Sonata in A minor, K310
Sonata in C major, K330
Sonata in A major, K331

Roberte Mamou (piano)
Rec 1991, Ghent
PAVANE ADW 7248 [59.13]

Experience Classicsonline

This disc is a reissue of recordings made ten years ago but has been only intermittently available since then. Roberte Mamou recorded the complete Mozart piano sonatas on five CDs, and all five of these are now available once again. Their return is to be welcomed, since the performances are stylistically sensitive and the recordings generally natural and clear.

Mamou plays a modern instrument rather than a fortepiano, but the insert notes tell us precious little about the circumstances of the recording. The same is true of the programme note, alas, which describes the background and music of all three sonatas within three short paragraphs. Moreover the danger of easy generalisation and enthusiastic over-statement is not avoided: 'In the summer of 1778, Mozart arrived in Paris with his mother who, sick and abandoned by her son, died on July 3rd. This is doubtless the explanation for all the dramatic force of the first of these 'Parisian' sonatas, in A minor.' Surely this is a case of two plus two being made to make five. There is also a consistent error in the key ascribed to the famous A major Sonata, K331, which is wrongly labelled as being in E throughout.

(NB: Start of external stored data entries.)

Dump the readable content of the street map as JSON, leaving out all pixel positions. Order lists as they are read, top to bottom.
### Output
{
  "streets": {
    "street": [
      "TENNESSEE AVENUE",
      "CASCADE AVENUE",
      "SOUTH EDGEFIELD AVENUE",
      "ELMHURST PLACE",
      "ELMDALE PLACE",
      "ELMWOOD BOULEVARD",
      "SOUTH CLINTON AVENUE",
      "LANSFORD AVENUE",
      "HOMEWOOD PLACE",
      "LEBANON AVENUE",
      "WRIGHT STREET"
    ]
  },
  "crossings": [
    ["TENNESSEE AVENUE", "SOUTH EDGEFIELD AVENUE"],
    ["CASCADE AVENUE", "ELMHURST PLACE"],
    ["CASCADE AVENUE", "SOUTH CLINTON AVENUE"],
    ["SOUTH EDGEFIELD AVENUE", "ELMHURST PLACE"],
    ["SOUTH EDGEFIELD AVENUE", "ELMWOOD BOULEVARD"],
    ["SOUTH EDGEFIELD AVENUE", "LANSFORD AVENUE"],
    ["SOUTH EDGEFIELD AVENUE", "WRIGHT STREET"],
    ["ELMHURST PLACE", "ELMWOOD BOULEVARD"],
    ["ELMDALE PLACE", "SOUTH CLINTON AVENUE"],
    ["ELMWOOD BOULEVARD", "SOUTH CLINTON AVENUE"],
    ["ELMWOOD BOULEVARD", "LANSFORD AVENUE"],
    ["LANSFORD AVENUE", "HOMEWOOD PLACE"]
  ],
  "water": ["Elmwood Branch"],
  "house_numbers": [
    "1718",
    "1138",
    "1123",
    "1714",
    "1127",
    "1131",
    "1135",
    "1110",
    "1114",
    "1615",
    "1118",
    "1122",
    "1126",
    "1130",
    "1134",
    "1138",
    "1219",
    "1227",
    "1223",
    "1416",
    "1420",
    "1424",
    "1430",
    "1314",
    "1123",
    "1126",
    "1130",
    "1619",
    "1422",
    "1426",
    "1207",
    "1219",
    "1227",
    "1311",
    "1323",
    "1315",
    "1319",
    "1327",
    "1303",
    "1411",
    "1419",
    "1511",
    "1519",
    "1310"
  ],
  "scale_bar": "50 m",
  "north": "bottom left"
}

The Tunisian-born pianist Roberte Mamou is based in Europe, and has worked mostly in Belgium. She has just the right manner for this repertoire, always seeming to choose an appropriate tempo and to phrase with care for the musical line and the thematic personality. When these things feel as spontaneous and natural as they do here, the performer can take due credit.

The A minor Sonata, K310, is a masterpiece typical of Mozart's ability to make a penetrating musical statement with minimum strain. Mamou, as usual, gets the tempo just right in the first movement (TRACK 1, 0.00), allowing the obsessive rhythmic cell to make its nagging point. I am less convinced by the succeeding Andante cantabile, however, in which her phrasing takes little account of Mozart's 'con espressione' marking (TRACK 2, 1.30), with somewhat prosaic results.

The performances of the other two sonatas, K330 and K331, are more completely successful, developing a pleasing balance of lyricism and rhythmic activity all to good stylistic effect. The opening Allegro moderato of the C major Sonata (TRACK 4, 0.00) is a fine example of her special understanding of this repertoire. She also shapes the bold opening movement variations of K331 in such a way that they feel like a whole unit rather than a succession of miniatures. Moreover her relatively slow tempo for the central minuet makes a nice balance between this and the final 'Turkish' rondo, which is delightfully pointed in its phrasing.